Michael "Monty" Widenius of MySQL is one of the few open-source developers who has been working alone. According to Monty, his company gets more offers of money from venture capitalists than submissions of code fixes for the MySQL server. On the client end, the contributions have been great, but the MySQL server-end software has been written from the ground up basically by Widenius himself, who has no official title at the company.
The idea for MySQL started in the mid-1990s, when Widenius was working with TCX. TCX clients doing data warehousing started asking for a browser-based rather than a standard GUI interface. "We started to look around for some language that would be easy to embed in Perl or something like that, and when you look around, SQL is probably the appropriate choice," says Widenius. After checking the available commercial and open source servers they found that the available programs were too slow for even the medium sized databases of 5-10 million rows. They turned to the developer of mSQL to see if he would be interested in implementing the server software needed, but he wasn't, so they decided to develop their own. By that time, Widenius had gathered a lot of knowledge, and knew exactly what functionality he needed. The first implementation took him only three months to program, "but it didn't do much," he said. "I already had something in place ... I just ripped out the GUI and put in a simple SQL parser."

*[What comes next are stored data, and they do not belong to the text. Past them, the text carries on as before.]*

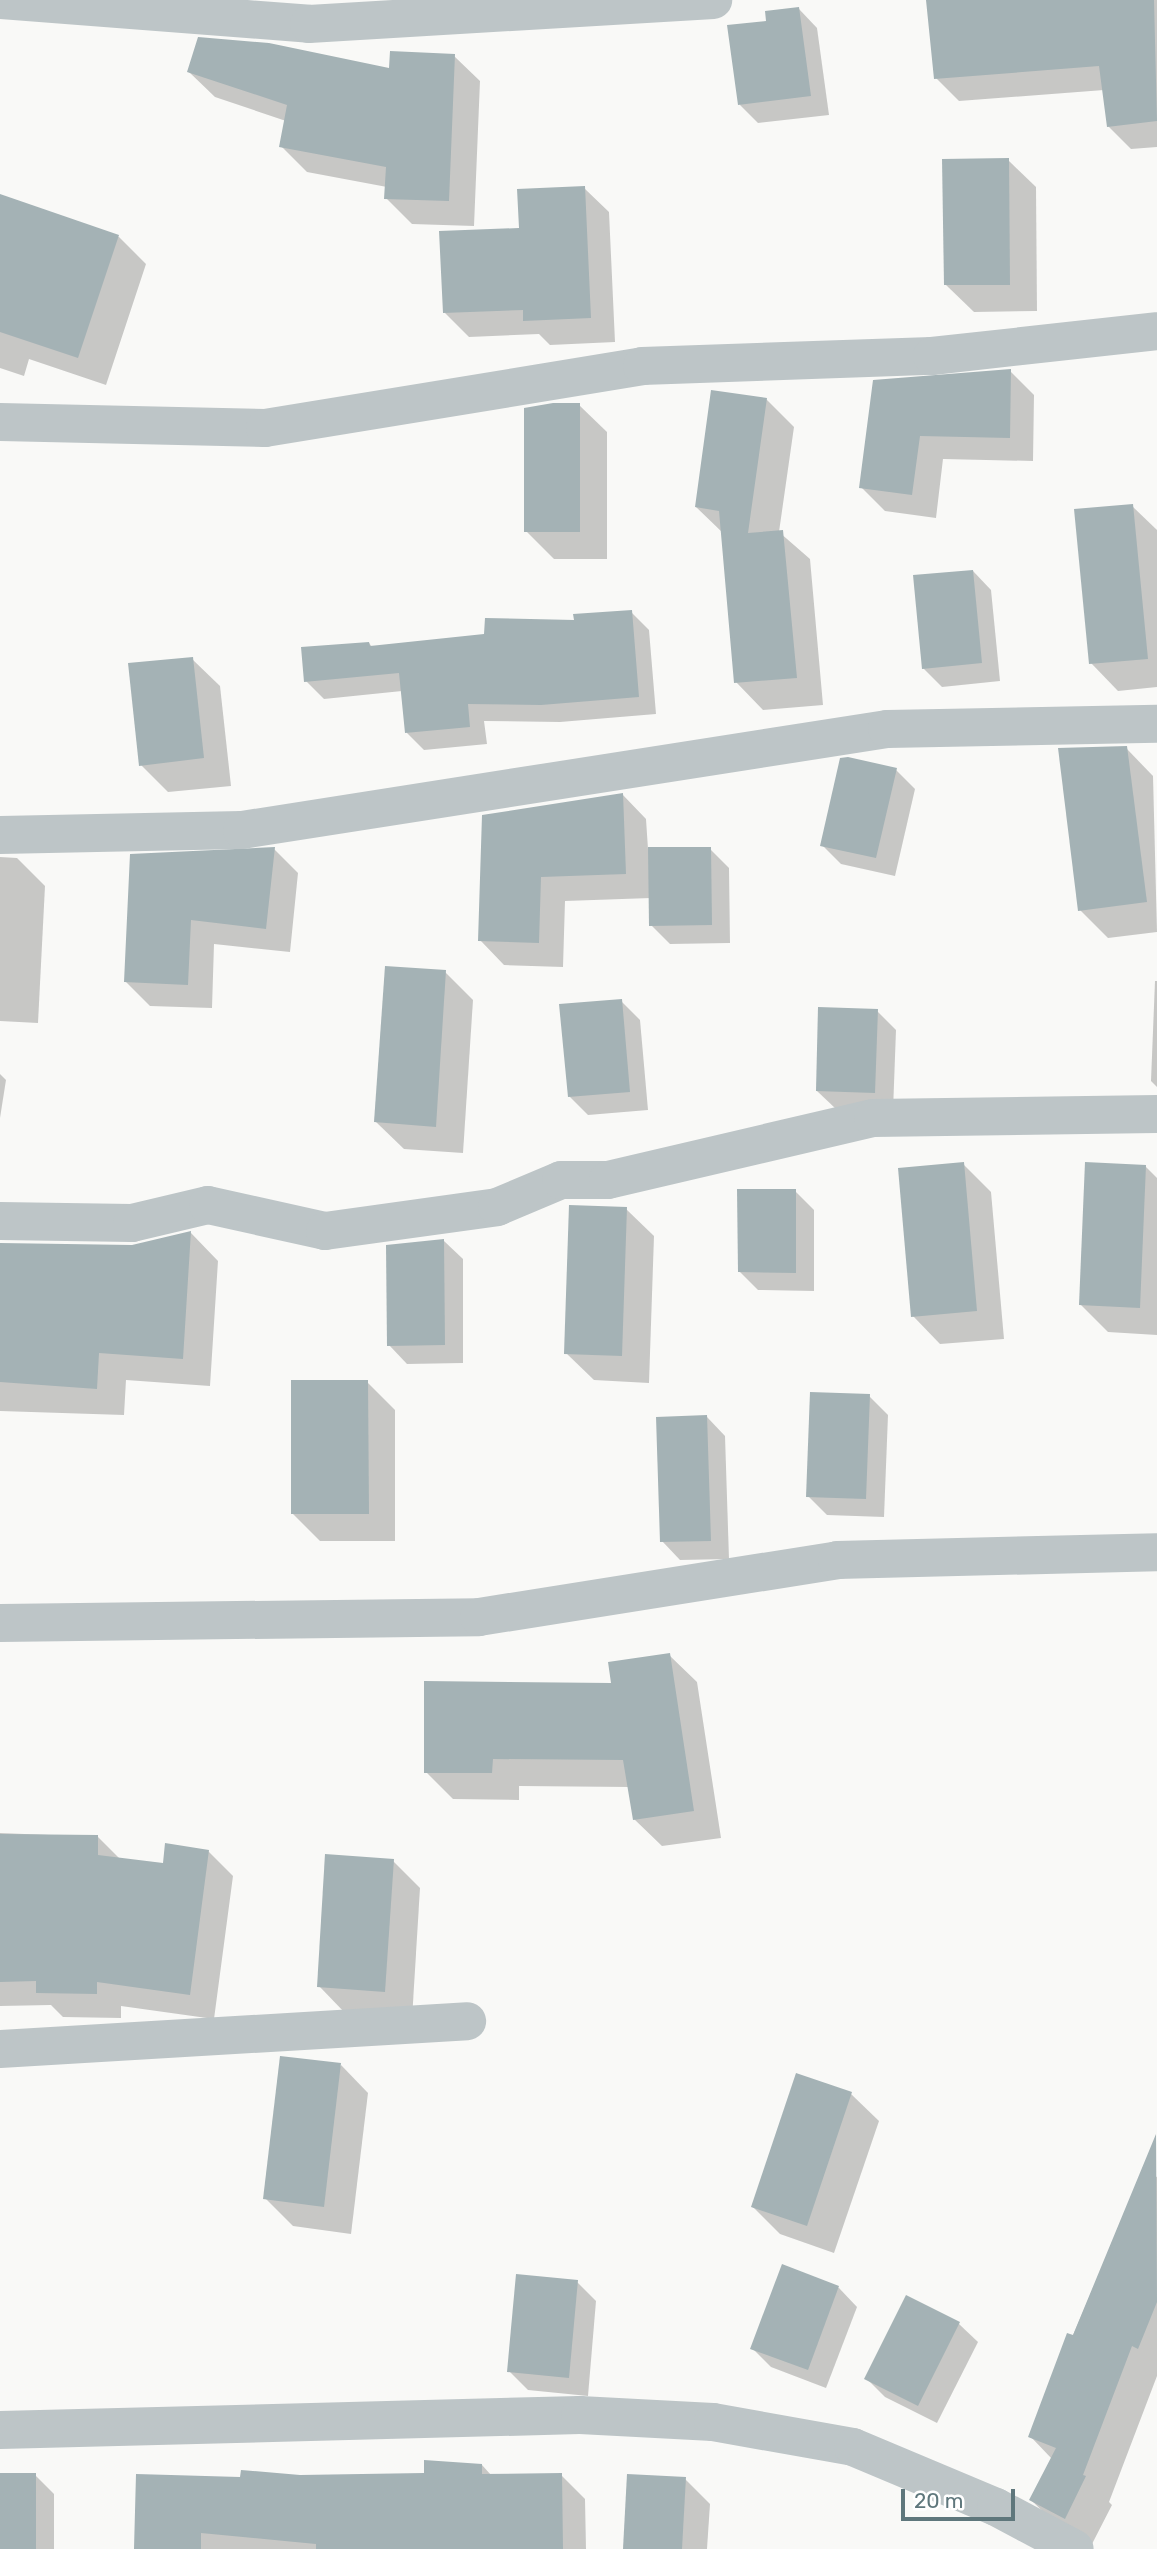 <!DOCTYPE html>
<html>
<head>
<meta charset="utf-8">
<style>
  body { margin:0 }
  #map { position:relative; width:1157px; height:2549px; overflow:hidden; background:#f9f9f7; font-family:Rubik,sans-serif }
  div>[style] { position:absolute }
  .shadow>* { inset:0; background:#0003 }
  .building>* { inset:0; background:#a4b2b5 }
  .minor>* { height:38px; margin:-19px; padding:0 19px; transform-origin:19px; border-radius:19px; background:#bdc5c7 }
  span { translate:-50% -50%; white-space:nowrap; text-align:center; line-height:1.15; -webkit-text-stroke:7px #fff; paint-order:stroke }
  .scale { position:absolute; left:901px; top:2489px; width:114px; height:32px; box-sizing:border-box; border:4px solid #5f777c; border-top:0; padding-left:9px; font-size:21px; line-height:24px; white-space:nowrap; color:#5f777c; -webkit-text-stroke:5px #fff; paint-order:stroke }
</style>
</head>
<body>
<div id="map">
  <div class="shadow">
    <div style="clip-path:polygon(928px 0,1157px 0,1157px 147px,1131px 149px,1108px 126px,1104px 90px,959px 101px,936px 78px)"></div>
    <div style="clip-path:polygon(799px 9px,817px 28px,829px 115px,758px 123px,740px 105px,768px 22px)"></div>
    <div style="clip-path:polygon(454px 56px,480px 81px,474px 226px,412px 224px,386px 198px,387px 187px,307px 172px,281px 146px,286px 121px,215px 97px,189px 72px,391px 70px)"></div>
    <div style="clip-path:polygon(1008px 160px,1036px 187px,1037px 311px,974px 312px,946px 285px)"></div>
    <div style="clip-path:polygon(584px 188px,609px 212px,615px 342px,550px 345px,539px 334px,469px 337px,445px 313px,521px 230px)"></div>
    <div style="clip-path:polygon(0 196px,119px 237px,146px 264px,106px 385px,29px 359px,24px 376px,0 368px)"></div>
    <div style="clip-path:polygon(1010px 371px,1034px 395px,1033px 461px,943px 459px,936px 518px,885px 511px,861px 487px,875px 382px)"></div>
    <div style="clip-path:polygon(766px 399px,794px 427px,779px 532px,810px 559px,823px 705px,763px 710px,736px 682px,723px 533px,696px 507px)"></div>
    <div style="clip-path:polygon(579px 405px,607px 432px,607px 559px,554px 559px,526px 531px)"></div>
    <div style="clip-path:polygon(1132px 506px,1157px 530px,1157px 687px,1118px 691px,1091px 663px)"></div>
    <div style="clip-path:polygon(973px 571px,991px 590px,1000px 681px,942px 687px,923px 668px)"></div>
    <div style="clip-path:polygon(631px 612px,649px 630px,656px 714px,560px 722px,484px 721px,487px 744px,424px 750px,407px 733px,402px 691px,324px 699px,306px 681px,369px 643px,372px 647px,486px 636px)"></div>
    <div style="clip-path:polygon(192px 659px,220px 686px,231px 786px,168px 792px,141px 765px)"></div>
    <div style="clip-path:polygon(1126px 748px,1153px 776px,1157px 932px,1108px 938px,1080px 910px)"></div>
    <div style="clip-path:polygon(896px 770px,915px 789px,895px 876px,841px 864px,822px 845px)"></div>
    <div style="clip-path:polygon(622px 794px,646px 819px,648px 849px,710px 849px,729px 868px,730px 943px,670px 944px,651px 925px,651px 898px,565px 901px,563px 967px,504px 965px,480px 940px,484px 816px)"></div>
    <div style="clip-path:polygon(274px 849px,298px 873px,290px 952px,214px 944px,212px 1008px,150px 1006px,126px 982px,131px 856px)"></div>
    <div style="clip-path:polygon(0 857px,17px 858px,45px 886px,38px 1023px,0 1021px)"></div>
    <div style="clip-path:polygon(445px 972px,473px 1000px,463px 1153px,404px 1149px,376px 1122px)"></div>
    <div style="clip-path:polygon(1155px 981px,1157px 981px,1157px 1087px,1151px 1081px)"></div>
    <div style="clip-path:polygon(621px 1001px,640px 1020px,648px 1110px,588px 1115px,569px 1096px)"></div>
    <div style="clip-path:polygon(877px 1011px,896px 1030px,893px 1111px,836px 1109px,817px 1091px)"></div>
    <div style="clip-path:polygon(0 1074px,6px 1080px,0 1118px)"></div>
    <div style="clip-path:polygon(963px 1164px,991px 1192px,1004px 1339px,940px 1344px,913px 1316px)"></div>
    <div style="clip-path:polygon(1145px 1166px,1157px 1178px,1157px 1335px,1108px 1332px,1081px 1305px)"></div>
    <div style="clip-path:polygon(795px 1191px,814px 1210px,814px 1291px,758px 1290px,739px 1271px)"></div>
    <div style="clip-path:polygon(626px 1209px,654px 1236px,649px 1383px,594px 1380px,566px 1353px)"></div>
    <div style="clip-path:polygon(191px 1233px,218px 1261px,210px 1386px,126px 1380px,124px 1415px,0 1411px,0 1244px,132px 1247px)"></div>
    <div style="clip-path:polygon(444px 1241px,463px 1259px,463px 1363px,407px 1364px,389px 1345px)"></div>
    <div style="clip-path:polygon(367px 1382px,395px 1410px,395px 1541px,320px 1541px,293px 1514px)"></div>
    <div style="clip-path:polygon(869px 1396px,888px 1415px,884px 1517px,827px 1515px,808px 1496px)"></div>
    <div style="clip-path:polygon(707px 1417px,725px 1436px,729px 1559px,680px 1560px,662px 1541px)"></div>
    <div style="clip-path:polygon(669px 1655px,697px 1682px,721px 1838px,662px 1846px,634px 1819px,629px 1787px,519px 1786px,519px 1800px,453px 1799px,426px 1772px)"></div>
    <div style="clip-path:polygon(0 1833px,98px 1837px,121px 1860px,164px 1865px,208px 1851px,233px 1876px,214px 2019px,121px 2006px,121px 2018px,63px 2017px,51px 2005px,0 2006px)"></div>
    <div style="clip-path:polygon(393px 1861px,420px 1888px,412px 2019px,346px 2014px,319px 1986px)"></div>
    <div style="clip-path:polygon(341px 2065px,368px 2093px,351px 2234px,293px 2226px,265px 2198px)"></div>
    <div style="clip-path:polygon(851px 2094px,879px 2121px,834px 2253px,780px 2234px,753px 2207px)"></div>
    <div style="clip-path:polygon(1143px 2171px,1157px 2177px,1157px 2376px,1109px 2502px,1112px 2505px,1092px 2544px,1058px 2526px,1031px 2500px,1052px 2459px,1030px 2436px)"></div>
    <div style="clip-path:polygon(783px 2267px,839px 2288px,857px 2307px,826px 2388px,771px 2367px,752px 2348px)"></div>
    <div style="clip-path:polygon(577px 2282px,596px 2301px,588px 2396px,528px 2390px,509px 2371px)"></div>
    <div style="clip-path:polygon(907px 2298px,959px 2324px,978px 2342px,937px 2423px,885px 2397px,866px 2378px)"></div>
    <div style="clip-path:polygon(482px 2465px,491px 2475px,561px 2475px,585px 2499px,586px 2549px,135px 2549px,241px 2479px,425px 2475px)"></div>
    <div style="clip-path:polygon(0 2475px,35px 2475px,54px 2494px,54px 2549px,0 2549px)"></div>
    <div style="clip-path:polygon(685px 2479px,710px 2504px,707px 2549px,625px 2549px)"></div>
  </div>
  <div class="building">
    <div style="clip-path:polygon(926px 0,1154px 0,1157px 121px,1107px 127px,1099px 66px,934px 79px)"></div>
    <div style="clip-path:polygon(799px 7px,811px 96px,738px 105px,727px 25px,766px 21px,765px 11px)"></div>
    <div style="clip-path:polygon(198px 37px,269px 43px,389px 68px,390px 51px,455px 54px,449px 201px,384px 199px,386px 167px,279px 147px,287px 105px,187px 72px)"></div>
    <div style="clip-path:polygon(1009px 158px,1010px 285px,944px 285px,942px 159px)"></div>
    <div style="clip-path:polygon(585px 186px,591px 318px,523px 321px,523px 310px,443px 313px,439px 231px,519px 228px,517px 189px)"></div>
    <div style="clip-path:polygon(0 194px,119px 235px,78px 358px,0 332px)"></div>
    <div style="clip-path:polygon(1011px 369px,1010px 438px,920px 436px,912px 495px,859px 488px,873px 380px)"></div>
    <div style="clip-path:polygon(711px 390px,767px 398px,748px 533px,783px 530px,797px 678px,734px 683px,719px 511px,695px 507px)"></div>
    <div style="clip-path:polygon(553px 403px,580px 403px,580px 532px,524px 532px,524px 408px)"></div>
    <div style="clip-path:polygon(1133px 504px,1148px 659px,1089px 664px,1074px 509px)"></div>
    <div style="clip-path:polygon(973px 570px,982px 663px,922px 669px,913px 575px)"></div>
    <div style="clip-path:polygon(632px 610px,639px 697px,541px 705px,468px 704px,470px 727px,405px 733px,399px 673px,304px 682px,301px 647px,369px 642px,370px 646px,484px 634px,485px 618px,574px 620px,573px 614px)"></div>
    <div style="clip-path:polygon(193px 657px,204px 758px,139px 766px,128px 663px)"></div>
    <div style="clip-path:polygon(1127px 746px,1147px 902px,1078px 911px,1058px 748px)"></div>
    <div style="clip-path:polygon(848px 757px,897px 768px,876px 858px,820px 846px,840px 758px)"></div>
    <div style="clip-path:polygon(623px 793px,626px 874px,541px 877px,539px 943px,478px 941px,482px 815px)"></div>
    <div style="clip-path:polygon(275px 847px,266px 929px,191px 920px,188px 985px,124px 982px,130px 854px)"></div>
    <div style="clip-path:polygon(648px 847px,711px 847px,712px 925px,649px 926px)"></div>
    <div style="clip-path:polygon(385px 966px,446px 970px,436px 1127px,374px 1122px)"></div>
    <div style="clip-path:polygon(622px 999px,630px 1092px,568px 1097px,559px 1004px)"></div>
    <div style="clip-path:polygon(818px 1007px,878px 1009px,875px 1093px,816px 1091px)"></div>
    <div style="clip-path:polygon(964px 1162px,977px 1311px,911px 1317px,898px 1168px)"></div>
    <div style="clip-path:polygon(1085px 1162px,1146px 1165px,1140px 1308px,1079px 1305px)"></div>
    <div style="clip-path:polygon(737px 1189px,796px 1189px,796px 1273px,738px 1272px)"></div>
    <div style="clip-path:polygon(569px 1205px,627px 1207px,622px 1356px,564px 1354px)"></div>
    <div style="clip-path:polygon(191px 1231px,183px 1359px,99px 1353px,97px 1389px,0 1382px,0 1243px,132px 1245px)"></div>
    <div style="clip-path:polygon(444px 1239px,445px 1345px,387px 1346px,386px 1245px)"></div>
    <div style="clip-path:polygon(291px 1380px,368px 1380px,369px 1514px,291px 1514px)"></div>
    <div style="clip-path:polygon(810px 1392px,870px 1394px,866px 1499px,806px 1497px)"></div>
    <div style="clip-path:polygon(707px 1415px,711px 1541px,660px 1542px,656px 1417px)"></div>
    <div style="clip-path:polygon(670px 1653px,694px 1811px,633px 1820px,623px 1760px,493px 1759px,492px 1773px,424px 1773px,424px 1681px,611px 1683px,608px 1662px)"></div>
    <div style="clip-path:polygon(0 1834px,98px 1835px,98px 1855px,163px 1863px,165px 1843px,209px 1850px,190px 1995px,97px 1982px,97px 1994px,36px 1993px,36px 1981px,0 1982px)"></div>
    <div style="clip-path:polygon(325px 1854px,394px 1859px,385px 1992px,317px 1987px)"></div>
    <div style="clip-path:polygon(280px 2056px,341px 2063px,324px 2207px,263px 2199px)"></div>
    <div style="clip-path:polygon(796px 2073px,852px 2092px,807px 2226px,751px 2207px)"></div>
    <div style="clip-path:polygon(1156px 2134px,1157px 2302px,1138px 2349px,1132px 2346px,1083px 2475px,1086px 2476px,1065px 2519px,1029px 2500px,1056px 2448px,1028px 2437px,1067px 2333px,1073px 2335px)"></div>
    <div style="clip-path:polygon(782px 2264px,839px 2286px,808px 2370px,750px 2349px)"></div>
    <div style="clip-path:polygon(516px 2274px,578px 2280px,569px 2378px,507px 2372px)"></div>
    <div style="clip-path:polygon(906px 2295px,960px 2322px,918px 2406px,864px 2379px)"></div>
    <div style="clip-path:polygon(424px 2460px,482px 2464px,482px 2474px,562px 2473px,563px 2549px,316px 2549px,316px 2544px,201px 2533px,201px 2549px,134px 2549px,136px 2474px,240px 2477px,241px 2470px,300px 2475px,424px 2473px)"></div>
    <div style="clip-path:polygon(0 2473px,36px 2473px,36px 2549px,0 2549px)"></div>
    <div style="clip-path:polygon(627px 2474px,686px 2477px,682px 2549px,623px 2549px)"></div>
  </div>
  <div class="minor">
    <div style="left:0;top:0;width:310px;rotate:4.4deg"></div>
    <div style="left:309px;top:24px;width:405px;rotate:-3.4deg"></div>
    <div style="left:0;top:422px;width:265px;rotate:1.3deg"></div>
    <div style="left:265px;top:428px;width:382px;rotate:-9.3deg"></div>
    <div style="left:642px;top:366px;width:290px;rotate:-2deg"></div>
    <div style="left:932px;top:356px;width:226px;rotate:-6.3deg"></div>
    <div style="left:0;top:835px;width:242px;rotate:-1.2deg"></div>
    <div style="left:242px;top:830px;width:653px;rotate:-8.9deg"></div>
    <div style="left:887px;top:729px;width:270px;rotate:-1.1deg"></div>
    <div style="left:0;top:1221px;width:132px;rotate:0.9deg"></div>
    <div style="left:132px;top:1223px;width:78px;rotate:-13.3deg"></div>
    <div style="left:208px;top:1205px;width:120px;rotate:12.5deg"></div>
    <div style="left:325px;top:1231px;width:174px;rotate:-7.9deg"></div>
    <div style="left:497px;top:1207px;width:69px;rotate:-22.9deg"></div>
    <div style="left:561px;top:1180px;width:47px"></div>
    <div style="left:608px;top:1180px;width:272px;rotate:-13.2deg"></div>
    <div style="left:873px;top:1118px;width:284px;rotate:-0.8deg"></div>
    <div style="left:0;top:1623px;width:479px;rotate:-0.7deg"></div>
    <div style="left:479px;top:1617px;width:363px;rotate:-9deg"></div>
    <div style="left:837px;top:1560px;width:320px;rotate:-1.4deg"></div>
    <div style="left:0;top:2049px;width:468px;rotate:-3.4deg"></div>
    <div style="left:0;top:2430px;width:580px;rotate:-1.48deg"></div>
    <div style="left:580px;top:2415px;width:133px;rotate:3deg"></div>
    <div style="left:713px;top:2422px;width:142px;rotate:10.1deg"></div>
    <div style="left:853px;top:2447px;width:155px;rotate:22.8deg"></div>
    <div style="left:996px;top:2507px;width:89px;rotate:28deg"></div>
  </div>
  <div class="scale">20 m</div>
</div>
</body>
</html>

[...] Another unusual attribute of the MySQL company is that it is completely self-sustaining, that it, it was always profitable, and it continues to grow through profit, rather than outside investment. Frankly, says Widenius, although we get offers from investors weekly, we don't have anywhere they want to invest the money. "We will never give up our ideas," says Widenius. And since they don't need the money, there is no need to sacrifice control. "The main target is to make the best SQL server there is," he adds.